* _What you have to do_:
Pull every line containing "roads" from the listing below.

-=-=-=-=-

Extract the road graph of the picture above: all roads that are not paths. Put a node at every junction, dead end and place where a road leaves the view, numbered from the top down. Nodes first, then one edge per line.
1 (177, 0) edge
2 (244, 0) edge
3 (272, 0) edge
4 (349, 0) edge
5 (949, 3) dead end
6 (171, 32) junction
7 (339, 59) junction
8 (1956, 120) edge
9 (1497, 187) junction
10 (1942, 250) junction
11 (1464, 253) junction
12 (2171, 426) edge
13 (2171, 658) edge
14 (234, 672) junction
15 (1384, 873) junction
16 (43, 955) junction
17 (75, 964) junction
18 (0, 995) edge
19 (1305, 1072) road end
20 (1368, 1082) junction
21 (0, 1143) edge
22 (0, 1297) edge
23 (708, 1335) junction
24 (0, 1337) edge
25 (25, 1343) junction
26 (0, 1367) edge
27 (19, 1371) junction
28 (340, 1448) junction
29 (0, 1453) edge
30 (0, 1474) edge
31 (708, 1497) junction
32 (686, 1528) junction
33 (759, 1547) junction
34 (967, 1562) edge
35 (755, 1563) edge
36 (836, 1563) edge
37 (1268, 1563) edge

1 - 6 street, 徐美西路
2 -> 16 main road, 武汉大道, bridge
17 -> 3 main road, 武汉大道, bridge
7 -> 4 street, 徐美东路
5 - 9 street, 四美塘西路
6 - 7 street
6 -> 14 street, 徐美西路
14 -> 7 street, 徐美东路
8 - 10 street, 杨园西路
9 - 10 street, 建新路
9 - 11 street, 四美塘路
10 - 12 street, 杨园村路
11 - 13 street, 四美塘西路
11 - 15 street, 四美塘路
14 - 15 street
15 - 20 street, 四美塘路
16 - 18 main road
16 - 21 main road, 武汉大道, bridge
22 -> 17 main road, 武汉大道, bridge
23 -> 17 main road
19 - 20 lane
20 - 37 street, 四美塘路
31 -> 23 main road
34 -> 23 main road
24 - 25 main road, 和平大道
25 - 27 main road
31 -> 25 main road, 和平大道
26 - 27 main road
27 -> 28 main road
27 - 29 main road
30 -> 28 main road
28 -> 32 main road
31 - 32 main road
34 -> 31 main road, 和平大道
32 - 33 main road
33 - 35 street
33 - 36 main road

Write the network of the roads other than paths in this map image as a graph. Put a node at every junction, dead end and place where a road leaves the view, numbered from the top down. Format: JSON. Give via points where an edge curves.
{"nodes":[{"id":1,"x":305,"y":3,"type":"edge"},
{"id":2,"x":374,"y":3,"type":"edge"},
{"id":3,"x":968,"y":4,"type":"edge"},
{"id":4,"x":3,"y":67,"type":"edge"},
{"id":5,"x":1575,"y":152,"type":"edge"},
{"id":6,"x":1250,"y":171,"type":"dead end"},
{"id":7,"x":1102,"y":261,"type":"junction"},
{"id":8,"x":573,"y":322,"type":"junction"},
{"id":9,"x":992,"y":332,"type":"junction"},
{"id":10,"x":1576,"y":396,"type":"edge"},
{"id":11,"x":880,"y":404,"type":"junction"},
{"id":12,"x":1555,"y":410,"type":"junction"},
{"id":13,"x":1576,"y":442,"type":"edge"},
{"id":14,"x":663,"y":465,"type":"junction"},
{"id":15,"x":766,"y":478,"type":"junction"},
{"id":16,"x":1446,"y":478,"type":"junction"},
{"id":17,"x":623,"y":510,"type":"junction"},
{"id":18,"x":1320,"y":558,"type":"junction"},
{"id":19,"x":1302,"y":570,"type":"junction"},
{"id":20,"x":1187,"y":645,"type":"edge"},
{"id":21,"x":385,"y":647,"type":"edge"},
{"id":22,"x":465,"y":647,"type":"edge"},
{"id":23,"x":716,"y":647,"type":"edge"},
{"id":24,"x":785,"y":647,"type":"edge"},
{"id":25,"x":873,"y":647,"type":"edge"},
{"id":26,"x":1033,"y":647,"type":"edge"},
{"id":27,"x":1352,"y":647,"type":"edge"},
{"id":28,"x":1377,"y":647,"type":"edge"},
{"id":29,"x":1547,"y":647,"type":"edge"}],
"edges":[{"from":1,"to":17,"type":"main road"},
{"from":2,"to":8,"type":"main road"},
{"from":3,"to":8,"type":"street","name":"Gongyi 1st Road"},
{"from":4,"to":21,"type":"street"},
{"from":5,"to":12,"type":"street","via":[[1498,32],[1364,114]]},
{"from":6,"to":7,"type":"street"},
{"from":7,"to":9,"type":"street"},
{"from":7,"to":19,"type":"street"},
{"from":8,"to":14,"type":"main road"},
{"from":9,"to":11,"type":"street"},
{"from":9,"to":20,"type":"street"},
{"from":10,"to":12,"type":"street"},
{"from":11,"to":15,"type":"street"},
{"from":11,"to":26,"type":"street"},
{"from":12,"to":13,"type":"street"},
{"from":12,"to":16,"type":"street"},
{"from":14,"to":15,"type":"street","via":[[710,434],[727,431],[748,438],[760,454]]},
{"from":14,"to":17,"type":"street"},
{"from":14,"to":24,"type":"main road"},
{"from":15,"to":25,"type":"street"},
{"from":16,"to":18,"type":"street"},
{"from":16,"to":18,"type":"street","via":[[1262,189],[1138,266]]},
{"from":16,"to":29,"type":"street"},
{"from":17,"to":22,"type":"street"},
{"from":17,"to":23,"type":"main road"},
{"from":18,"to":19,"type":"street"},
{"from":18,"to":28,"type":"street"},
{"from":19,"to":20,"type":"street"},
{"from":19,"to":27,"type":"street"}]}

-=-=-=-=-

* _Task answer_:
Extract the road graph of the picture above: all roads that are not paths. Put a node at every junction, dead end and place where a road leaves the view, numbered from the top down. Nodes first, then one edge per line.
Write the network of the roads other than paths in this map image as a graph. Put a node at every junction, dead end and place where a road leaves the view, numbered from the top down. Format: JSON. Give via points where an edge curves.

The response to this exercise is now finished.